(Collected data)
────────────────
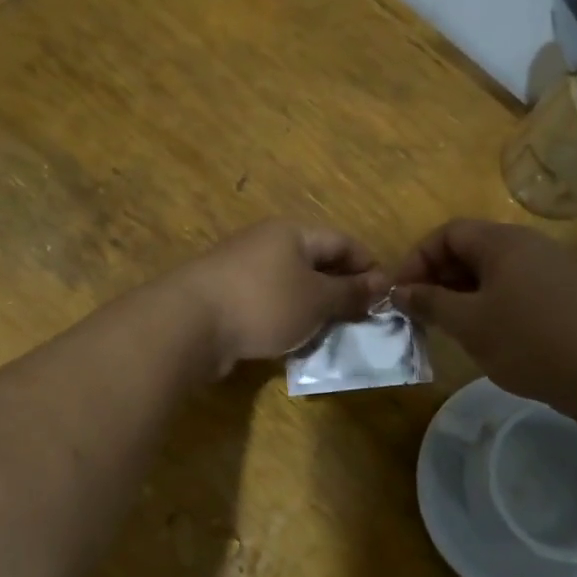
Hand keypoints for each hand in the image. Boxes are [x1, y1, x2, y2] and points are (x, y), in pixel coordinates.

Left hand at [178, 219, 386, 375]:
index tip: (387, 297)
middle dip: (341, 292)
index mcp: (292, 233)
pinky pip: (268, 305)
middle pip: (316, 263)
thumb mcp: (317, 299)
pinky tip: (294, 343)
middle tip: (363, 321)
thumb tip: (382, 284)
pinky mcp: (226, 298)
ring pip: (291, 287)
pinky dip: (286, 321)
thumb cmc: (264, 303)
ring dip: (314, 310)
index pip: (343, 242)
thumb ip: (350, 292)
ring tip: (332, 336)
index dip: (368, 266)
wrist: (189, 324)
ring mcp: (243, 270)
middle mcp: (267, 244)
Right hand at [393, 219, 576, 412]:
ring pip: (493, 270)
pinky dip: (490, 302)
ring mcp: (551, 268)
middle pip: (471, 248)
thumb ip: (429, 303)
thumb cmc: (527, 341)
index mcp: (503, 241)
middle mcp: (528, 244)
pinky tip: (486, 333)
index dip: (418, 259)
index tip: (401, 294)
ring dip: (463, 292)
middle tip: (421, 312)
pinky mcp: (564, 293)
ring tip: (448, 325)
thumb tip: (399, 292)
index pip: (448, 233)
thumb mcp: (468, 323)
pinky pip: (515, 286)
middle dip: (439, 277)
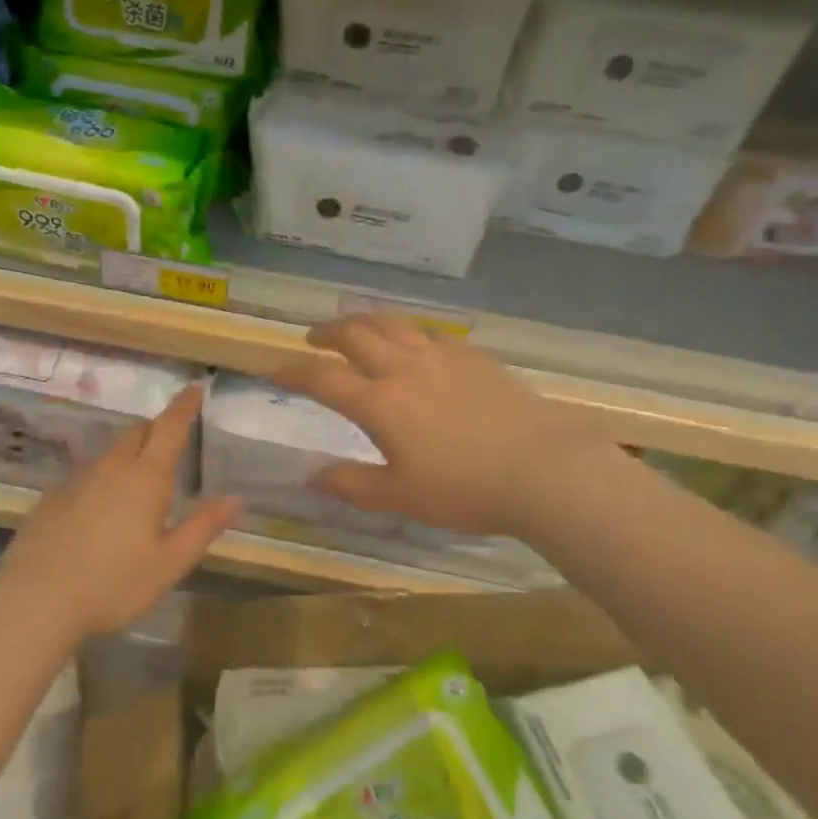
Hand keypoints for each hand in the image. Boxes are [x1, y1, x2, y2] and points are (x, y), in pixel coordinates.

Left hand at [0, 386, 242, 644]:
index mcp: (145, 479)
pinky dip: (100, 481)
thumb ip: (203, 526)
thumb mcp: (170, 562)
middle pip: (137, 433)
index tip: (194, 388)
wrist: (36, 601)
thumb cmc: (114, 584)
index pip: (169, 429)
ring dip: (127, 455)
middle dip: (155, 429)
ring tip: (137, 479)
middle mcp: (111, 469)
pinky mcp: (50, 499)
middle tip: (169, 439)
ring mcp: (76, 481)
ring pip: (108, 454)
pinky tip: (98, 510)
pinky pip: (84, 477)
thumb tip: (237, 499)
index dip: (183, 407)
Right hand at [273, 315, 606, 538]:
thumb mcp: (399, 497)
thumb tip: (312, 477)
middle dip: (327, 332)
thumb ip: (351, 485)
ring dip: (366, 321)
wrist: (542, 468)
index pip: (322, 379)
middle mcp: (404, 369)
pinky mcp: (474, 358)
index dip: (294, 373)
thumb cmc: (464, 489)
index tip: (275, 371)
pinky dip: (409, 333)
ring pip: (393, 324)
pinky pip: (431, 334)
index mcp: (379, 403)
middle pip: (355, 334)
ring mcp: (442, 357)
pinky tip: (416, 345)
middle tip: (313, 337)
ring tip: (356, 327)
────────────────
**WHAT THIS TASK INVOLVES**
Write out the records exactly. Do not carry the pictures over.

**ANSWER BOX**
Hand keypoints for each hand in the image. Boxes are [x1, y1, x2, y2] and points are (x, y), in pixel coordinates.

Left hand at [178, 219, 386, 375]:
index tip: (387, 297)
middle dip: (341, 292)
index mcp: (292, 233)
pinky pip: (268, 305)
middle pip: (316, 263)
thumb mcp: (317, 299)
pinky tip: (294, 343)
middle tip: (363, 321)
thumb tip: (382, 284)
pinky mcp: (226, 298)
ring pip: (291, 287)
pinky dip: (286, 321)
thumb cmc: (264, 303)
ring dip: (314, 310)
index pip: (343, 242)
thumb ip: (350, 292)
ring tip: (332, 336)
index dip: (368, 266)
wrist: (189, 324)
ring mcp: (243, 270)
middle mcp: (267, 244)
Right hand at [393, 219, 576, 412]:
ring pip: (493, 270)
pinky dip: (490, 302)
ring mcp: (551, 268)
middle pip: (471, 248)
thumb ip: (429, 303)
thumb cmc: (527, 341)
index mcp: (503, 241)
middle mcp: (528, 244)
pinky tip: (486, 333)
index dip: (418, 259)
index tip: (401, 294)
ring dip: (463, 292)
middle tip: (421, 312)
pinky mcp: (564, 293)
ring tip: (448, 325)
thumb tip: (399, 292)
index pip: (448, 233)
thumb mcp: (468, 323)
pinky pip: (515, 286)
middle dip: (439, 277)
Hand keypoints for each hand in the image. Boxes are [x1, y1, x2, y2] and points are (x, y), in pixel coordinates.

Left hand at [0, 386, 242, 644]:
index mcp: (145, 479)
pinky dip: (100, 481)
thumb ip: (203, 526)
thumb mcp: (170, 562)
middle pip: (137, 433)
index tip: (194, 388)
wrist: (36, 601)
thumb cmc: (114, 584)
index pip: (169, 429)
ring dip: (127, 455)
middle dip: (155, 429)
ring tip: (137, 479)
middle mcp: (111, 469)
pinky mcp: (50, 499)
middle tip: (169, 439)
ring mcp: (76, 481)
ring pip: (108, 454)
pinky tip: (98, 510)
pinky pip: (84, 477)
thumb tip: (237, 499)
index dip: (183, 407)
Right hand at [273, 315, 606, 538]:
thumb mcp: (399, 497)
thumb tip: (312, 477)
middle dip: (327, 332)
thumb ip: (351, 485)
ring dip: (366, 321)
wrist: (542, 468)
index pip: (322, 379)
middle mcp: (404, 369)
pinky mcp: (474, 358)
index dip: (294, 373)
thumb cmc: (464, 489)
index tip: (275, 371)
pinky dip: (409, 333)
ring pip: (393, 324)
pinky pip: (431, 334)
index mcp: (379, 403)
middle pip: (355, 334)
ring mcp: (442, 357)
pinky tip: (416, 345)
middle tip: (313, 337)
ring tip: (356, 327)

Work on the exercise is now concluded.